*** MATERIAL PROVIDED ***

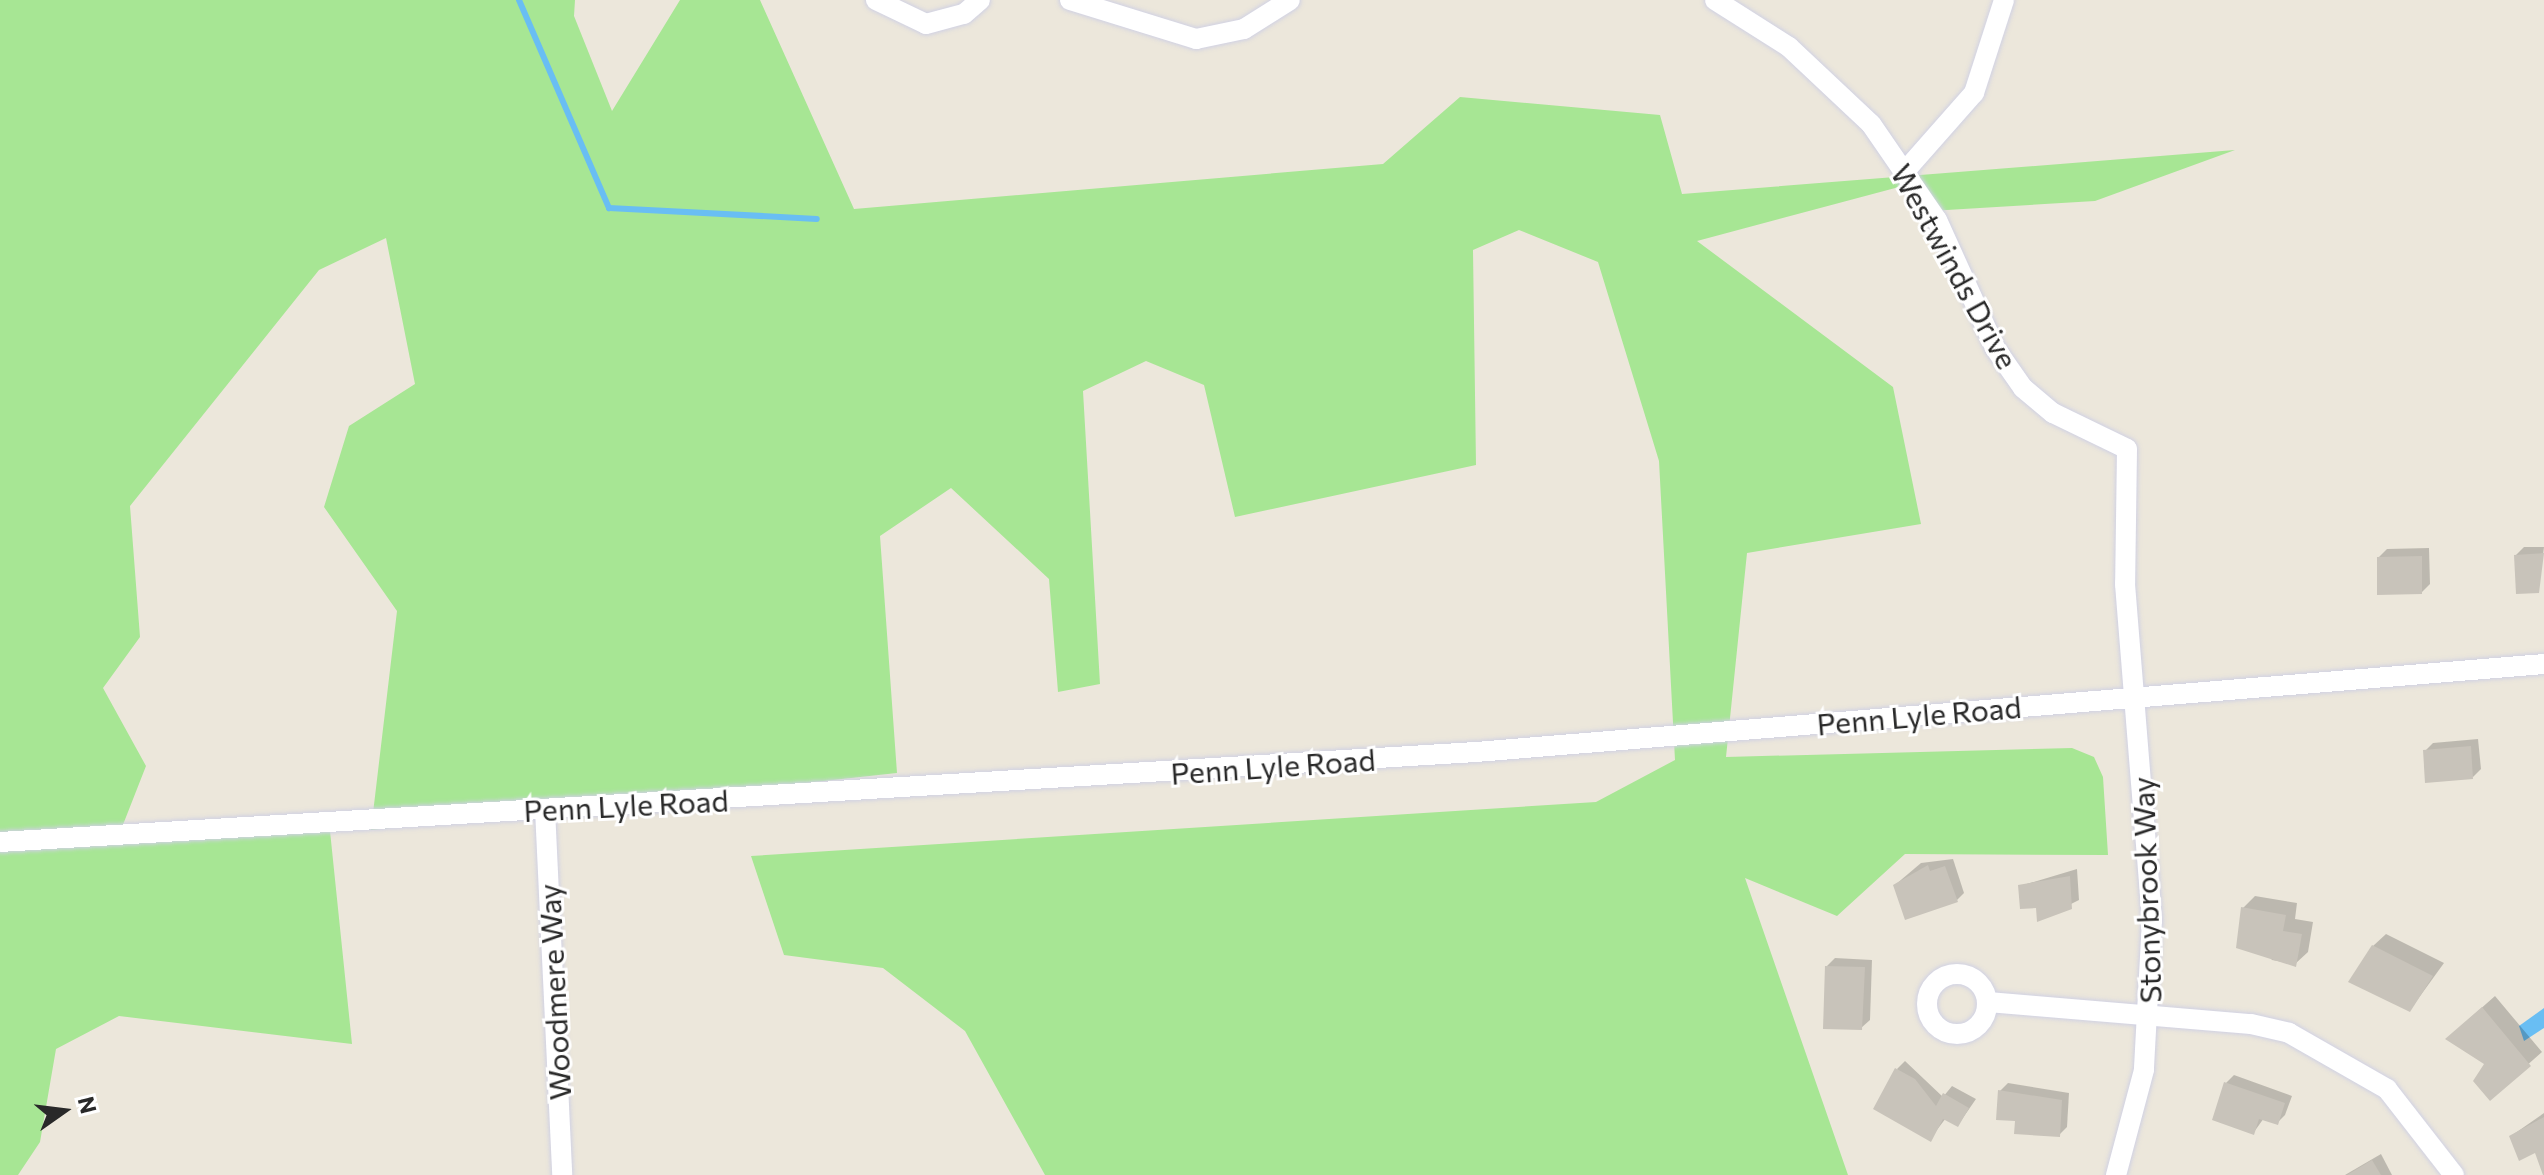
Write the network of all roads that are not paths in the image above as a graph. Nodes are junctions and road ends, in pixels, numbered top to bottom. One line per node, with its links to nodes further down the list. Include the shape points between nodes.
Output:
1 (876, 0): 2 (street, via 926,24 964,14)
2 (980, 0)
3 (1070, 0): 4 (street, via 1196,39 1244,29)
4 (1290, 0)
5 (1715, 0): 7 (street, Westwinds Drive, via 1830,82)
6 (2004, 0): 7 (street, via 1974,93)
7 (1906, 170): 9 (street, Westwinds Drive, via 1995,348 2023,388 2053,413 2127,449 2125,584)
8 (2544, 664): 9 (street, Penn Lyle Road)
9 (2136, 696): 10 (street, Penn Lyle Road, via 1476,752); 13 (street, Stonybrook Way, via 2152,920)
10 (545, 809): 11 (street, Penn Lyle Road); 14 (street, Woodmere Way)
11 (0, 842)
12 (1988, 1002): 13 (street)
13 (2150, 1015): 15 (street, Stonybrook Way); 16 (street, via 2251,1024 2326,1048 2395,1097)
14 (562, 1175)
15 (2116, 1175)
16 (2454, 1175)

*** End of MATERIAL PROVIDED ***

From the first line to the last, set down the records exactly, leaving out images.

Write the network of all roads that are not paths in the image above as a graph. Nodes are junctions and road ends, in pixels, numbered top to bottom. One line per node, with its links to nodes further down the list. Include the shape points between nodes.
Output:
1 (876, 0): 2 (street, via 926,24 964,14)
2 (980, 0)
3 (1070, 0): 4 (street, via 1196,39 1244,29)
4 (1290, 0)
5 (1715, 0): 7 (street, Westwinds Drive, via 1830,82)
6 (2004, 0): 7 (street, via 1974,93)
7 (1906, 170): 9 (street, Westwinds Drive, via 1995,348 2023,388 2053,413 2127,449 2125,584)
8 (2544, 664): 9 (street, Penn Lyle Road)
9 (2136, 696): 10 (street, Penn Lyle Road, via 1476,752); 13 (street, Stonybrook Way, via 2152,920)
10 (545, 809): 11 (street, Penn Lyle Road); 14 (street, Woodmere Way)
11 (0, 842)
12 (1988, 1002): 13 (street)
13 (2150, 1015): 15 (street, Stonybrook Way); 16 (street, via 2251,1024 2326,1048 2395,1097)
14 (562, 1175)
15 (2116, 1175)
16 (2454, 1175)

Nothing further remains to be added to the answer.